- Italian picture sleeve

Single by the Yardbirds

from the album For Your Love
- B-side: "Got to Hurry"
- Released: 5 March 1965 (UK); 9 April 1965 (US);
- Recorded: 1 February 1965
- Studio: IBC, London
- Genre: Pop; baroque pop; pop rock;
- Length: 2:38
- Label: Columbia (UK); Epic (US);
- Songwriter: Graham Gouldman
- Producer: Giorgio Gomelsky

The Yardbirds UK singles chronology
| "Good Morning Little Schoolgirl" (1964) | "For Your Love" (1965) | "Heart Full of Soul" (1965) |

The Yardbirds US singles chronology
| "I Wish You Would" (1964) | "For Your Love" (1965) | "Heart Full of Soul" (1965) |

= For Your Love =

1965 song by the Yardbirds

"For Your Love" is a rock song written by Graham Gouldman and recorded by the English group the Yardbirds. Released in March 1965, it was their first top ten hit in the UK, Canada, and the US. The song was a departure from the group's blues roots in favour of a more commercial pop rock sound. Guitarist Eric Clapton disapproved of this change, and chose to leave the group shortly after the single was released. That same year, the song was also included on the self-titled album of Herman's Hermits.

==Background==

Gouldman wrote the song at the age of 18 while working by day in a gentlemen's outfitters near Salford Docks and playing by night with the semi-professional Manchester band the Mockingbirds. Gouldman cited the Beatles as his influence:

We went down to Denmark Street and went round all the publishers trying to find a song ... we didn't get any songs that we liked or we weren't given any songs period and the Beatles had started and I thought 'well, I’m gonna really have a crack at song-writing.' I had dabbled a bit, but they were really my inspiration and gave me and I think a lot of other people the courage to actually do it. We all wanted to be like the Beatles. I wrote two songs and the record company we were with turned down one of the songs. The song they turned down was 'For Your Love', which eventually found its way to the Yardbirds.
 The Yardbirds were performing on a Christmas show at the Hammersmith Odeon in London and song publisher Ronnie Beck played the song to their manager, Giorgio Gomelsky, and the band.

==Recording==
The Yardbirds recorded "For Your Love" at the IBC Studios in London on 1 February 1965. The majority of the song was recorded with singer Keith Relf and drummer Jim McCarty backed by session musician Ron Prentice on bowed bass, Denny Piercy on bongos, and Brian Auger on harpsichord. Guitarists Eric Clapton and Chris Dreja perform only during the song's middle break section. Bassist Paul Samwell-Smith assumed the production duties and is listed as musical director on the 45. At the conclusion of the session, Auger wondered, "Who, in their right mind, is going to buy a pop single with harpsichord on it?"

==Releases and charts==
Shortly after the single was released by Columbia on 5 March 1965, it became a hit in the UK. When it was released a month later by Epic Records in the US, it became the group's first charting single. By then, Clapton had already left the group for various reasons, including their more commercial aspirations.

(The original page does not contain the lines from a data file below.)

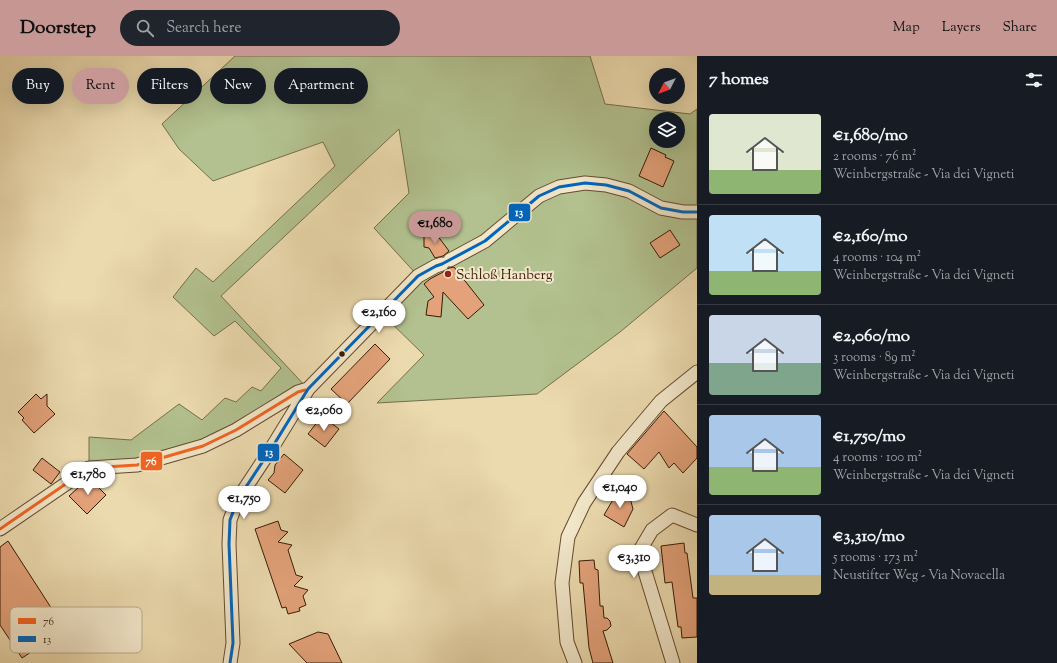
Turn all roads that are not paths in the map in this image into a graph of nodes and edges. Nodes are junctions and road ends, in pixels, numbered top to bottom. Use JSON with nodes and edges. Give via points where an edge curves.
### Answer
{"nodes":[{"id":1,"x":697,"y":212,"type":"edge"},
{"id":2,"x":697,"y":372,"type":"edge"},
{"id":3,"x":308,"y":389,"type":"junction"},
{"id":4,"x":697,"y":525,"type":"edge"},
{"id":5,"x":0,"y":529,"type":"edge"},
{"id":6,"x":230,"y":663,"type":"edge"},
{"id":7,"x":575,"y":663,"type":"edge"},
{"id":8,"x":673,"y":663,"type":"edge"}],
"edges":[{"from":1,"to":3,"type":"street","via":[[661,208],[628,190],[606,185],[586,183],[559,187],[539,196],[485,241],[418,276]]},
{"from":2,"to":7,"type":"street","via":[[661,401],[618,452],[584,503],[568,537],[562,583],[567,642]]},
{"from":3,"to":5,"type":"street","via":[[298,392],[236,430],[203,446],[137,465],[89,468]]},
{"from":3,"to":6,"type":"street","via":[[238,499],[230,520],[228,544],[233,643]]},
{"from":4,"to":8,"type":"street","via":[[672,515],[652,530],[639,552]]}]}
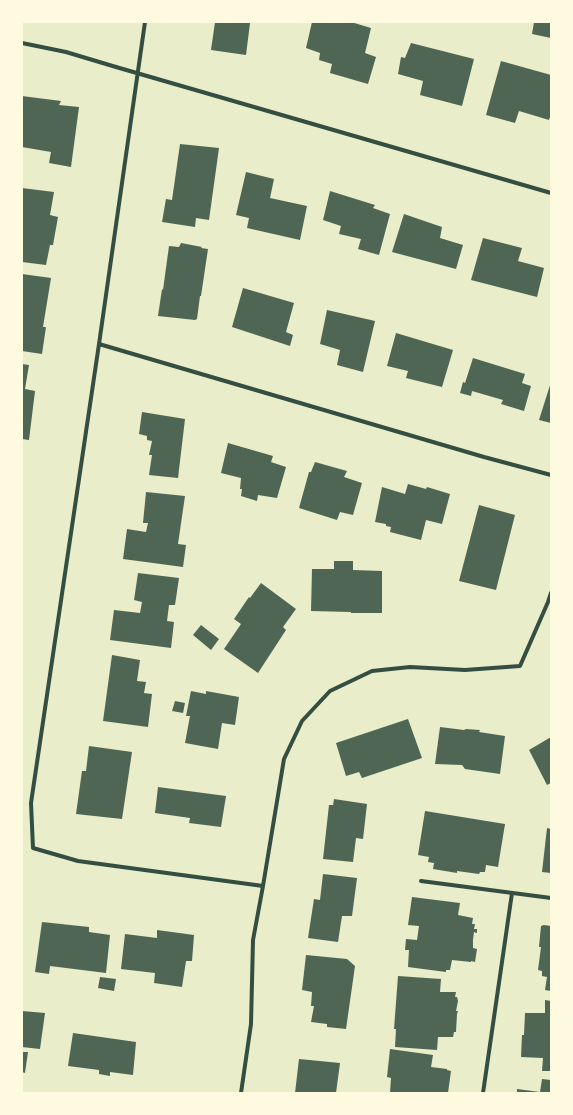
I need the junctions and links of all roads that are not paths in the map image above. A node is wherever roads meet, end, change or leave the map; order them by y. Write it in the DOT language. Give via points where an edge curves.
graph roads {
  1 [pos="145,22"];
  2 [pos="22,43"];
  3 [pos="138,73"];
  4 [pos="551,192"];
  5 [pos="99,344"];
  6 [pos="551,475"];
  7 [pos="551,593"];
  8 [pos="421,881"];
  9 [pos="263,886"];
  10 [pos="512,893"];
  11 [pos="551,898"];
  12 [pos="241,1093"];
  13 [pos="484,1093"];
  1 -- 3 [label="street"];
  2 -- 3 [label="street" via="66,52"];
  3 -- 4 [label="street"];
  3 -- 5 [label="street"];
  5 -- 6 [label="street"];
  5 -- 9 [label="street" via="32,802 33,848 78,861"];
  7 -- 9 [label="street" via="520,666 465,670 410,667 372,671 330,691 302,721 284,759"];
  8 -- 10 [label="street"];
  9 -- 12 [label="street" via="253,940 251,1024"];
  10 -- 11 [label="street"];
  10 -- 13 [label="street"];
}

| Chart (1965) | Peak position |
|---|---|
| Canada (RPM) | 1 |
| Ireland (IRMA) | 10 |
| Italy (Musica e dischi) | 14 |
| Sweden (Kvällstoppen) | 13 |
| Sweden (Tio i Topp) | 5 |
| UK (NME) | 1 |
| UK (Record Retailer) | 3 |
| US (Billboard Hot 100) | 6 |
| US (Cashbox Top 100) | 6 |
| US (Record World 100 Top Pops) | 4 |

==Fleetwood Mac version==
Fleetwood Mac issued "For Your Love" as a single in 1973. Cash Box called this version "a totally contemporary, yet still hard rocking treatment from this great British band of rockers" that maintains the essence of the original tune.